If we see each problem - be it water shortages, climate change, or poverty - as separate, and approach each separately, the solutions we come up with will be short-term, often opportunistic quick fixes that do nothing to address deeper imbalances
- Peter Senge
The story so far:
Last month’s post focused on the idea that states, and organizations, need to become more adaptable or risk collapse - a thought that still hits me like a load of bricks.

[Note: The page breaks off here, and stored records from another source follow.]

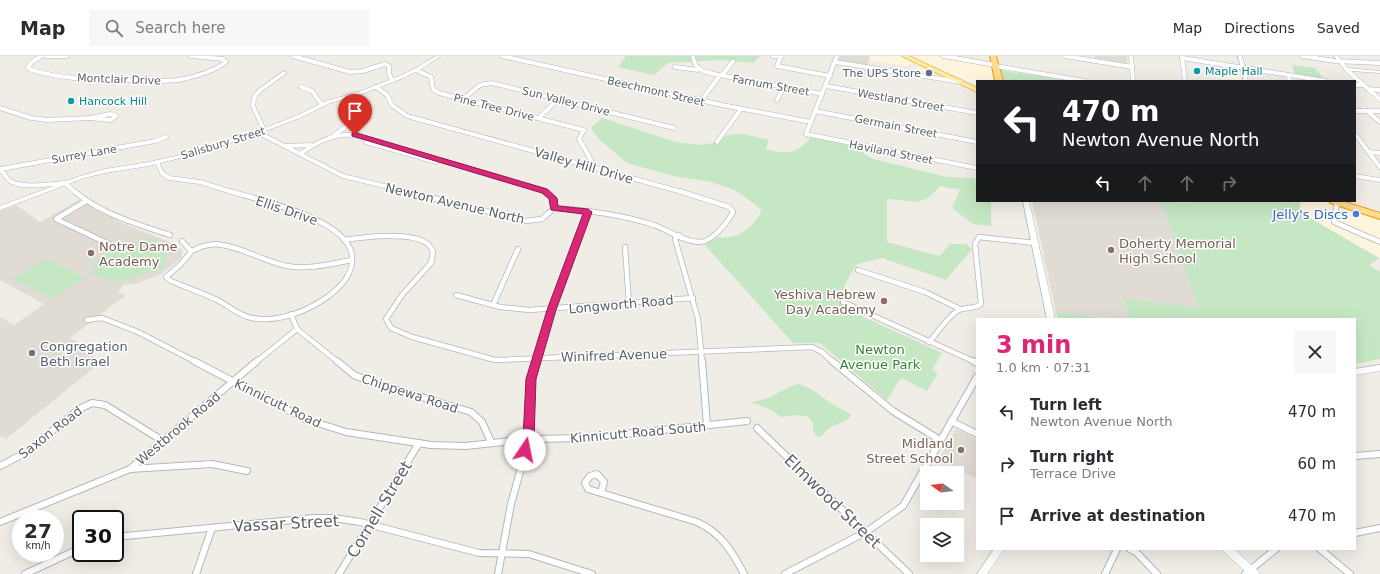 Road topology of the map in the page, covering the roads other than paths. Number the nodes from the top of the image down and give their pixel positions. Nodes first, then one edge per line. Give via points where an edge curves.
1 (41, 56) edge
2 (45, 56) edge
3 (67, 56) edge
4 (191, 56) edge
5 (293, 56) edge
6 (439, 56) edge
7 (502, 56) edge
8 (693, 56) edge
9 (773, 56) edge
10 (781, 56) edge
11 (837, 56) edge
12 (905, 56) edge
13 (943, 56) edge
14 (993, 56) edge
15 (1065, 56) edge
16 (1131, 56) edge
17 (1240, 56) edge
18 (1302, 56) edge
19 (1336, 56) edge
20 (1182, 57) edge
21 (1340, 61) junction
22 (732, 62) dead end
23 (835, 62) junction
24 (1380, 63) edge
25 (675, 66) dead end
26 (995, 66) junction
27 (1132, 67) junction
28 (1243, 68) junction
29 (1347, 69) junction
30 (416, 70) junction
31 (701, 70) junction
32 (1380, 72) edge
33 (284, 73) dead end
34 (720, 75) junction
35 (1288, 75) junction
36 (830, 76) junction
37 (999, 80) edge
38 (1079, 80) edge
39 (1133, 80) edge
40 (1185, 80) edge
41 (1246, 80) edge
42 (1290, 80) edge
43 (1318, 80) edge
44 (392, 81) junction
45 (961, 82) junction
46 (1356, 85) edge
47 (826, 86) junction
48 (376, 87) junction
49 (784, 87) junction
50 (1365, 87) junction
51 (301, 88) dead end
52 (976, 90) edge
53 (1380, 90) edge
54 (822, 94) junction
55 (463, 99) junction
56 (558, 99) junction
57 (777, 100) dead end
58 (1380, 100) edge
59 (701, 101) junction
60 (322, 105) junction
61 (0, 108) edge
62 (741, 109) junction
63 (815, 111) junction
64 (1356, 111) edge
65 (1367, 111) junction
66 (1380, 111) edge
67 (976, 113) edge
68 (90, 118) junction
69 (539, 118) junction
70 (810, 122) junction
71 (1380, 122) edge
72 (350, 124) dead end
73 (674, 128) dead end
74 (264, 130) junction
75 (1356, 135) edge
76 (166, 137) dead end
77 (331, 137) junction
78 (717, 142) dead end
79 (976, 142) edge
80 (312, 145) junction
81 (285, 146) junction
82 (1368, 152) junction
83 (1380, 153) edge
84 (300, 154) junction
85 (156, 162) junction
86 (595, 167) junction
87 (1380, 167) edge
88 (976, 168) edge
89 (0, 169) edge
90 (1356, 176) edge
91 (1380, 180) edge
92 (65, 183) junction
93 (86, 201) junction
94 (1026, 202) edge
95 (1335, 202) edge
96 (0, 208) edge
97 (554, 208) junction
98 (588, 212) junction
99 (1380, 216) edge
100 (170, 235) dead end
101 (679, 235) junction
102 (344, 240) junction
103 (182, 241) dead end
104 (1380, 242) edge
105 (1034, 243) junction
106 (109, 244) dead end
107 (625, 247) dead end
108 (518, 249) dead end
109 (192, 251) junction
110 (353, 260) junction
111 (858, 270) dead end
112 (456, 295) dead end
113 (693, 298) junction
114 (843, 302) dead end
115 (629, 303) junction
116 (493, 305) junction
117 (960, 309) junction
118 (552, 310) junction
119 (292, 314) junction
120 (1051, 318) edge
121 (87, 320) dead end
122 (297, 329) junction
123 (929, 342) junction
124 (702, 352) junction
125 (537, 358) junction
126 (976, 364) edge
127 (1380, 368) edge
128 (1356, 372) edge
129 (976, 379) edge
130 (233, 381) junction
131 (747, 421) dead end
132 (951, 421) junction
133 (707, 425) junction
134 (757, 428) dead end
135 (976, 434) edge
136 (529, 439) junction
137 (940, 440) junction
138 (163, 441) junction
139 (491, 442) junction
140 (419, 443) junction
141 (1380, 454) edge
142 (1356, 456) edge
143 (0, 466) edge
144 (130, 469) junction
145 (247, 471) dead end
146 (600, 493) dead end
147 (0, 522) edge
148 (370, 524) junction
149 (212, 528) junction
150 (1380, 528) edge
151 (866, 532) junction
152 (1356, 533) edge
153 (124, 536) edge
154 (998, 550) edge
155 (1117, 550) edge
156 (1132, 550) edge
157 (1228, 550) edge
158 (1275, 550) edge
159 (1321, 550) edge
160 (72, 552) edge
161 (501, 555) junction
162 (1250, 573) edge
163 (25, 574) edge
164 (196, 574) edge
165 (339, 574) edge
166 (498, 574) edge
167 (592, 574) edge
168 (744, 574) edge
169 (785, 574) edge
170 (909, 574) edge
171 (982, 574) edge
172 (1105, 574) edge
173 (1157, 574) edge
174 (1350, 574) edge

1 - 4 street, Montclair Drive via 30,64 29,69 97,80 182,80 205,73 226,62 222,59
2 - 3 street
5 - 44 street via 350,72 385,64 389,66
6 - 30 main road, Salisbury Street
7 - 59 street, Beechmont Street
8 - 31 street via 694,65
9 - 10 street
10 - 36 street via 777,66
11 - 23 street
12 - 45 main road
13 - 26 street
14 - 26 highway
15 - 27 street
16 - 27 street
17 - 28 main road
18 - 21 street
19 - 21 main road
20 - 28 street
20 - 40 street
21 - 24 street
21 - 29 main road
22 - 34 street
23 - 36 street
23 - 45 street
25 - 31 street
26 - 37 highway
26 - 38 street
27 - 39 street
28 - 35 street
28 - 41 main road
29 - 32 main road
29 - 50 main road
30 - 44 main road, Salisbury Street
30 - 55 street, Pine Tree Drive via 431,78 434,90
31 - 34 street, Farnum Street
33 - 74 street via 254,98 253,106
34 - 49 street, Farnum Street
34 - 59 street
35 - 42 street
35 - 43 street
36 - 47 street
44 - 48 main road, Salisbury Street
45 - 52 main road
46 - 50 street
47 - 54 street
47 - 67 street, Westland Street
48 - 60 main road, Salisbury Street
48 - 86 street, Valley Hill Drive via 387,95 392,105 407,116
49 - 54 street, Farnum Street
49 - 57 street
50 - 53 street
50 - 58 main road
51 - 60 street via 312,91
54 - 63 street
55 - 56 street, Sun Valley Drive via 478,86 489,83
55 - 69 street, Pine Tree Drive
56 - 69 street
56 - 73 street, Sun Valley Drive
59 - 62 street, Beechmont Street
60 - 74 main road, Salisbury Street
61 - 68 street via 31,118 47,120
62 - 70 street, Beechmont Street
62 - 78 street
63 - 70 street
63 - 79 street, Germain Street
64 - 65 street
65 - 66 street
65 - 71 street
68 - 68 street via 110,114 116,116 112,120
69 - 86 street, Pine Tree Drive via 584,130 579,139
70 - 88 street, Haviland Street via 806,134
72 - 77 street
74 - 81 street, Newton Avenue North via 265,137
74 - 85 main road, Salisbury Street
75 - 82 street
76 - 89 street, Surrey Lane via 80,156
77 - 80 street
77 - 97 street via 355,138 444,165 469,169 545,191 553,198
80 - 81 street
80 - 84 street
81 - 84 street, Newton Avenue North
82 - 83 street
82 - 87 street
84 - 97 street, Newton Avenue North via 343,176 519,220 536,221
85 - 92 main road, Salisbury Street via 105,171
85 - 102 street, Ellis Drive via 160,171 169,178 197,181 293,210 324,224
86 - 101 street, Valley Hill Drive via 724,205 733,210 732,215 716,234 704,242
89 - 92 street via 8,180 15,183
90 - 91 street
92 - 93 street
92 - 96 main road, Salisbury Street
93 - 100 street
93 - 106 street via 56,219
94 - 105 main road
95 - 99 highway
95 - 104 street via 1334,222
97 - 98 street
98 - 101 street via 654,225
98 - 118 street
101 - 113 street via 675,239
102 - 110 street, Ellis Drive via 352,249
102 - 125 street, Winifred Avenue via 375,235 400,236 420,241 433,248 434,258 431,263 402,295 386,318 391,328 412,337 495,360
103 - 109 street
105 - 117 street via 979,237 975,244 981,302 976,308
105 - 120 main road
107 - 115 street
108 - 116 street
109 - 110 street via 209,244 222,244 280,264 298,267
109 - 119 street via 166,277 249,317 259,319
110 - 119 street via 346,279 335,292 317,304
111 - 117 street via 925,292
112 - 116 street, Longworth Road
113 - 115 street, Longworth Road
113 - 124 street
114 - 123 street
115 - 118 street, Longworth Road
116 - 118 street, Longworth Road via 517,310
117 - 123 street
118 - 125 street
119 - 122 street
121 - 130 street, Kinnicutt Road via 102,318 138,332
122 - 130 street, Westbrook Road
122 - 139 street, Chippewa Road via 360,378 471,412 482,422
123 - 126 street
124 - 125 street, Winifred Avenue
124 - 133 street
124 - 137 street, Winifred Avenue via 817,348 875,398 914,426
125 - 136 street via 530,388
127 - 128 main road
129 - 132 street
130 - 138 street, Westbrook Road
130 - 140 street, Kinnicutt Road via 305,419 324,426 346,432
131 - 133 street, Kinnicutt Road South
132 - 135 street
132 - 137 street
133 - 136 street, Kinnicutt Road South via 587,438
134 - 151 street, Elmwood Street
136 - 139 street, Kinnicutt Road
136 - 161 street via 511,504
137 - 151 street via 903,506
138 - 143 street, Saxon Road via 105,405 92,403 79,409 25,453
138 - 144 street, Westbrook Road
139 - 140 street, Kinnicutt Road via 459,446
140 - 148 street, Cornell Street
141 - 142 street
144 - 145 street via 212,464
144 - 147 street, Westbrook Road
146 - 168 street via 708,526 728,545
148 - 149 street, Vassar Street via 324,518
148 - 161 street, Vassar Street via 479,553
148 - 165 street, Cornell Street
149 - 153 street, Vassar Street
149 - 164 street
150 - 152 street
151 - 169 street
151 - 170 street, Elmwood Street
154 - 171 main road
155 - 172 street
156 - 173 street
157 - 162 main road
158 - 162 street
159 - 174 street
160 - 163 street
161 - 166 street
161 - 167 street, Vassar Street via 529,554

If you didn’t catch that post, you can find it here.
Roberts argues that Canada is on the edge of an “adaptability trap”. Here is why:
short-term politics (we only have a few years before we need to get elected again)
a missing dialogue (between levels of government)
a decaying public sphere (democracy is a two-way street)
a web of rules (how many forms does it take to order a passport?)9
The average life of an S&P 500 company is expected to decrease from 33 years in 1964 to just 12 in 2027.
So, how can security help?
Post preview:
The topic of our inquiry in this post was: how can security help enhance an organization’s resilience - or adaptability?
To answer that, I start by asking which of our behaviours, desires, or attitudes are preventing us from becoming more adaptable, and are we willing to change them?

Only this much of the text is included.